A key argument in this issue revolves around the question of whether Rev. Hutcherson presents a positive role model in the context of civil rights to the student body. Considering Mr. Hutcherson’s actions, which truly define a role model, of opposing anti-discrimination legislation, hate crimes legislation and civil rights legislation based on his religious beliefs leads one to believe that he may not be an appropriate role model in the current context of celebrating diversity and civil rights.
Although the event was organized by the student organizations it is ultimately the responsibility of the administration to exercise proper discretion in selecting appropriate speakers for a compulsory event such as this. In addition, the administrations primary responsibility is to provide a safe and open learning environment that is free of hate and discrimination to every student without exception.
The Washington State laws against discrimination as well as the policies of the Washington State Office of Public Instruction clearly identify the LGBT community as a community that is vulnerable to discrimination.
Washington Models for the Evaluation of Bias Content in Instructional Materials
Published by the Washington State Office of Public Instruction
Relating to RCW 28A.640.020 Regulations, guidelines to eliminate discrimination--Scope.
Guidelines for Identifying Bias
As we discover how to better teach and apply the principle of equity in our schools, we are learning the importance of perspective in points of view and the need to reflect the participation and the contribution of the various cultures and both genders in our curricula. It means a move toward respecting and appreciating differences and understanding how they contribute to the desirability of the whole. The diversity of race, custom, color, religion, age, physical make-up and lifestyle are positive and essential characteristics of our nation and its heritage.
The schools, of course, play a highly significant role in promoting or negating these points of view. The curriculum by which students learn shares this role with the teacher and other school staff. Attitudes expressed or modeled in materials, as well as by people, work against the development of the appreciation of diverse groups if they relegate groups of people to secondary or inferior status.
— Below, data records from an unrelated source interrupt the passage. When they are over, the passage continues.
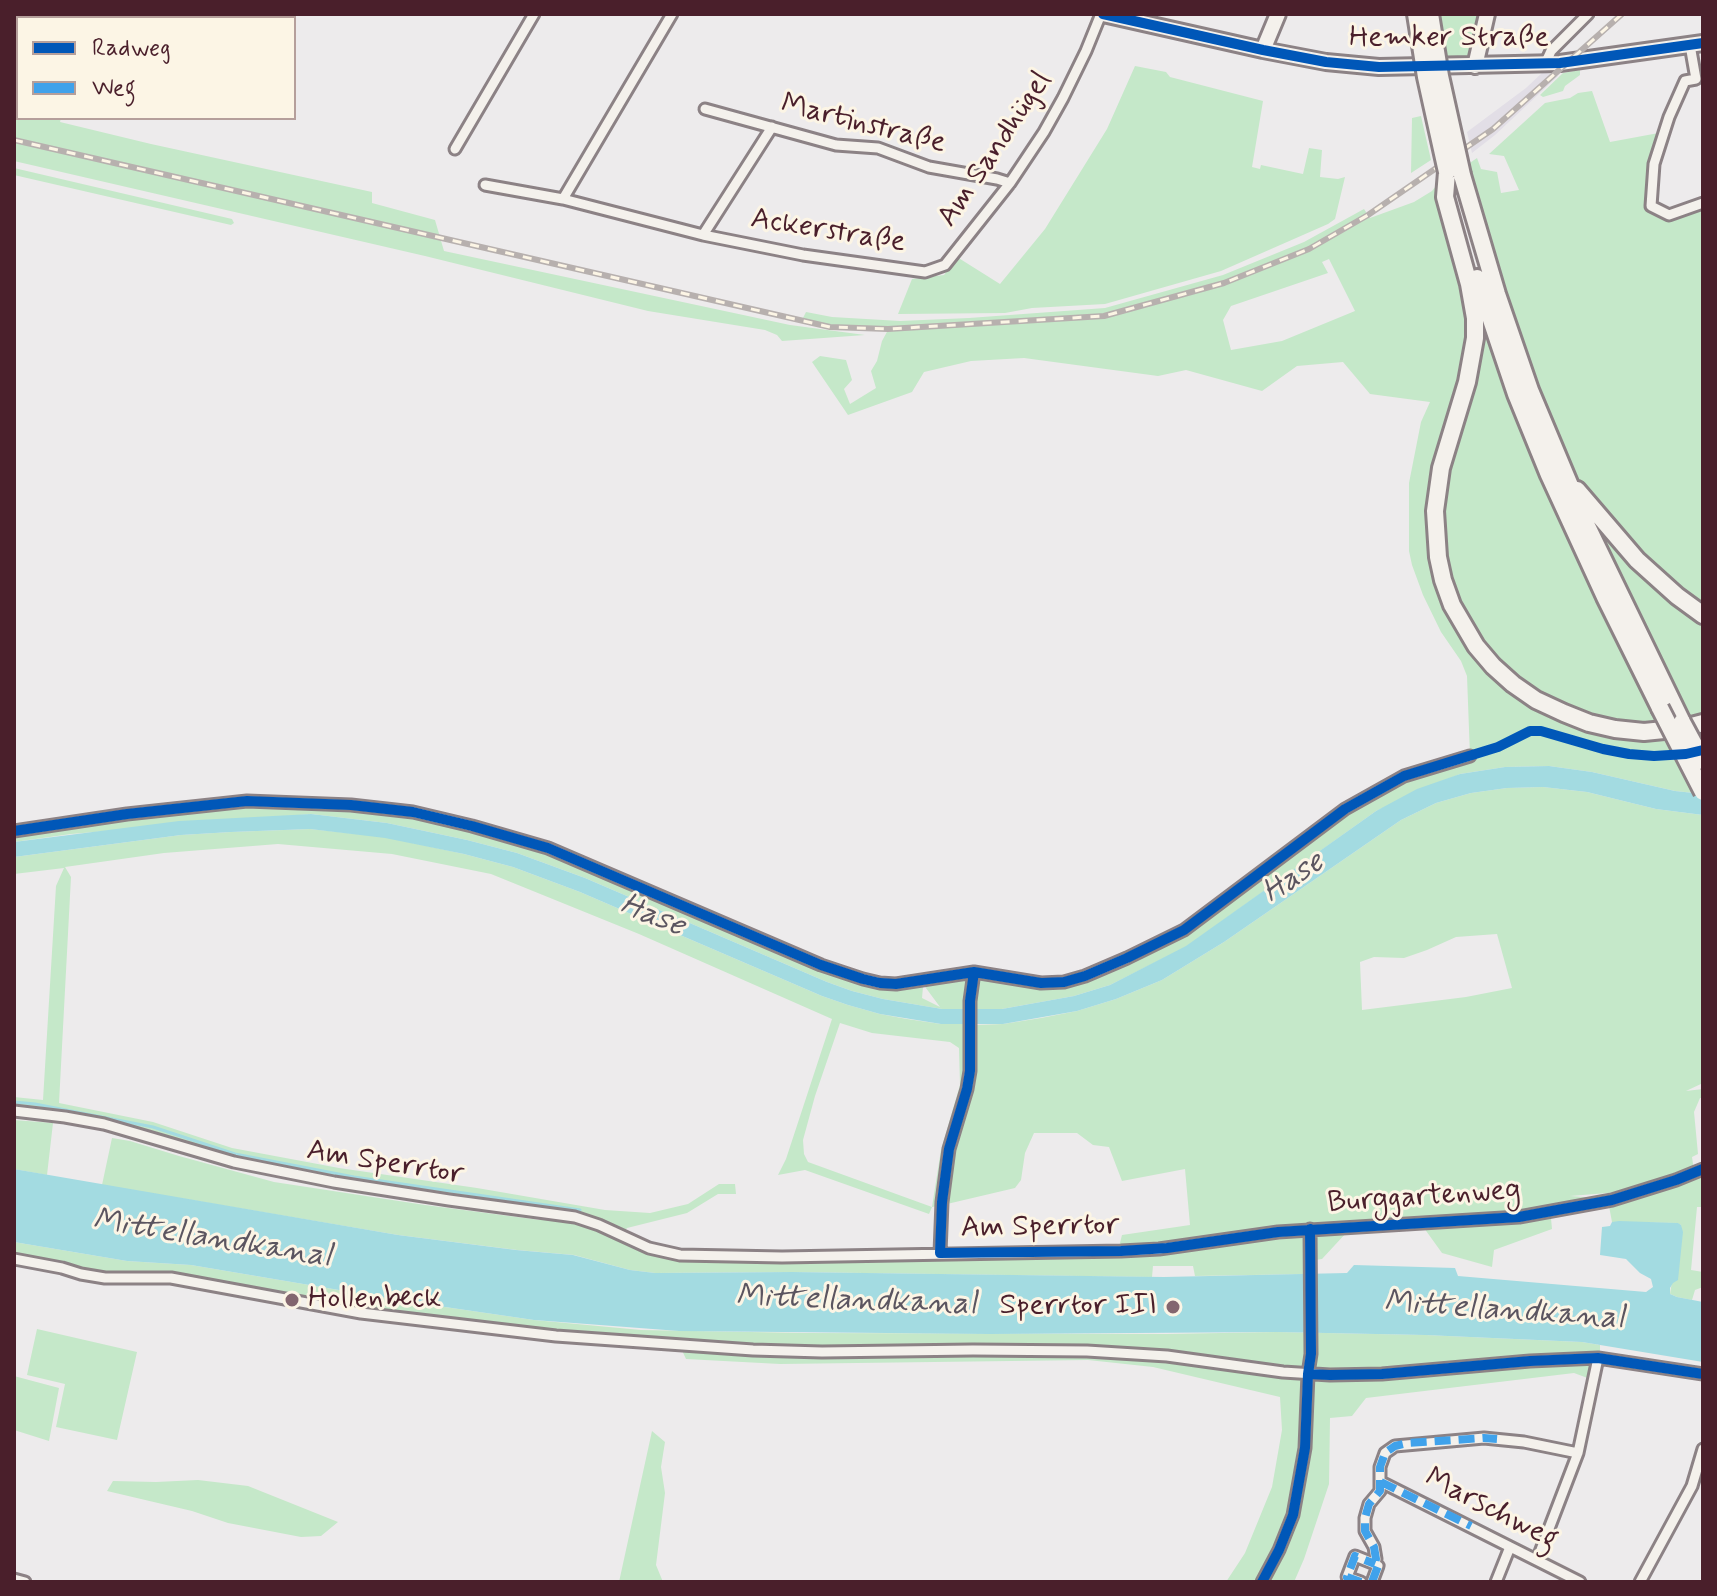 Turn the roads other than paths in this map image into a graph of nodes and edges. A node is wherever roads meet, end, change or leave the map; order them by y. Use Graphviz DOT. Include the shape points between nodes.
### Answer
graph roads {
  1 [pos="534,14"];
  2 [pos="1102,14"];
  3 [pos="1278,14"];
  4 [pos="1416,14"];
  5 [pos="1430,14"];
  6 [pos="1487,14"];
  7 [pos="1588,14"];
  8 [pos="669,15"];
  9 [pos="1696,44"];
  10 [pos="1263,50"];
  11 [pos="1545,64"];
  12 [pos="1475,66"];
  13 [pos="705,109"];
  14 [pos="772,127"];
  15 [pos="455,149"];
  16 [pos="1454,174"];
  17 [pos="1010,183"];
  18 [pos="485,185"];
  19 [pos="1449,196"];
  20 [pos="563,199"];
  21 [pos="1703,203"];
  22 [pos="703,235"];
  23 [pos="945,265"];
  24 [pos="1564,475"];
  25 [pos="1703,615"];
  26 [pos="1667,706"];
  27 [pos="1703,723"];
  28 [pos="1470,756"];
  29 [pos="1703,761"];
  30 [pos="1703,792"];
  31 [pos="14,831"];
  32 [pos="974,972"];
  33 [pos="14,1111"];
  34 [pos="1703,1169"];
  35 [pos="1310,1229"];
  36 [pos="940,1253"];
  37 [pos="14,1259"];
  38 [pos="1598,1358"];
  39 [pos="1308,1374"];
  40 [pos="1703,1374"];
  41 [pos="1703,1449"];
  42 [pos="1578,1453"];
  43 [pos="1381,1482"];
  44 [pos="1510,1547"];
  45 [pos="1537,1560"];
  46 [pos="1375,1564"];
  47 [pos="14,1579"];
  48 [pos="25,1582"];
  49 [pos="1262,1582"];
  50 [pos="1361,1582"];
  51 [pos="1372,1582"];
  52 [pos="1496,1582"];
  53 [pos="1580,1582"];
  54 [pos="1640,1582"];
  1 -- 15 [label="street"];
  2 -- 10 [label="main road, Hemker Straße"];
  2 -- 17 [label="street, Am Sandhügel" via="1063,98"];
  3 -- 10 [label="main road"];
  4 -- 16 [label="highway, bridge" via="1426,77"];
  5 -- 16 [label="highway, bridge"];
  6 -- 12 [label="main road"];
  7 -- 11 [label="street"];
  8 -- 20 [label="street"];
  9 -- 11 [label="main road, Hemker Straße"];
  9 -- 21 [label="street, Hemker Straße" via="1696,79 1685,81 1669,117 1654,164 1651,206 1669,215"];
  10 -- 12 [label="main road, Hemker Straße" via="1379,67"];
  11 -- 12 [label="main road, Hemker Straße"];
  13 -- 14 [label="street, Martinstraße"];
  14 -- 17 [label="street, Martinstraße"];
  14 -- 22 [label="street, Ackerstraße"];
  16 -- 19 [label="highway"];
  16 -- 24 [label="highway"];
  17 -- 23 [label="street, Am Sandhügel"];
  18 -- 20 [label="street, Ackerstraße"];
  19 -- 26 [label="highway" via="1516,394 1574,531"];
  19 -- 27 [label="highway" via="1475,318 1467,382 1441,468 1435,511 1438,557 1452,605 1493,666 1550,707 1615,729 1644,732"];
  20 -- 22 [label="street, Ackerstraße"];
  22 -- 23 [label="street, Ackerstraße" via="925,272"];
  24 -- 25 [label="highway" via="1637,560"];
  24 -- 26 [label="highway"];
  26 -- 29 [label="highway, bridge"];
  26 -- 30 [label="highway, bridge"];
  28 -- 32 [label="street" via="1404,776 1345,809 1184,930 1127,958 1064,982"];
  31 -- 32 [label="street" via="247,801 413,812 548,848 863,979 896,984"];
  32 -- 36 [label="street, Am Sperrtor" via="970,1071 949,1149"];
  33 -- 36 [label="street, Am Sperrtor" via="104,1124 234,1162 334,1182 575,1217 680,1255"];
  34 -- 35 [label="street, Burggartenweg" via="1612,1200 1534,1214"];
  35 -- 36 [label="street, Am Sperrtor" via="1159,1249"];
  35 -- 39 [label="street, Burggartenweg"];
  37 -- 39 [label="street" via="105,1278 171,1278 361,1313 556,1336 797,1352 1087,1351"];
  38 -- 39 [label="street" via="1382,1374"];
  38 -- 40 [label="street"];
  38 -- 42 [label="street"];
  39 -- 49 [label="street, Burggartenweg" via="1305,1448 1293,1515"];
  41 -- 54 [label="street" via="1692,1486"];
  42 -- 43 [label="street" via="1484,1438 1408,1443 1385,1453"];
  42 -- 45 [label="street"];
  43 -- 44 [label="street, Marschweg"];
  43 -- 46 [label="street" via="1365,1518"];
  44 -- 45 [label="street, Marschweg"];
  44 -- 52 [label="street"];
  45 -- 53 [label="street, Marschweg"];
  46 -- 50 [label="street" via="1355,1556 1347,1577"];
  46 -- 51 [label="street"];
  47 -- 48 [label="street"];
}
A curriculum may perpetuate these attitudes and the behaviors they cause if it omits the history, contributions and lifestyles of a group; if it demeans a group by using patronizing language; or if it portrays a group in stereotyped roles with less than a full range of human interests, traits and capabilities.
Included are: Stereotyped views are depicted of gay, lesbian and bisexual people.
Opponents of Mr. Hutcherson support his right to voice his opinion and oppose civil rights legislation if he chooses to do so as a fundamental right provided to him under law. They question however the judgment of school administrators in deciding to invite a speaker whose well publicized actions are directly oppressive to a significant minority of the student body while professing to celebrate diversity as advocates against discrimination.
One has to question which fact presents the greatest irony. The fact that a man such as Ken Hutcherson spoke to the dream of Martin Luther King Jr. who advocated equal rights for everyone or the fact that the Mt Si Administration allowed such a speaker contrary to common sense and state guidelines.
Perhaps the administration hasn't had a chance to read the manual.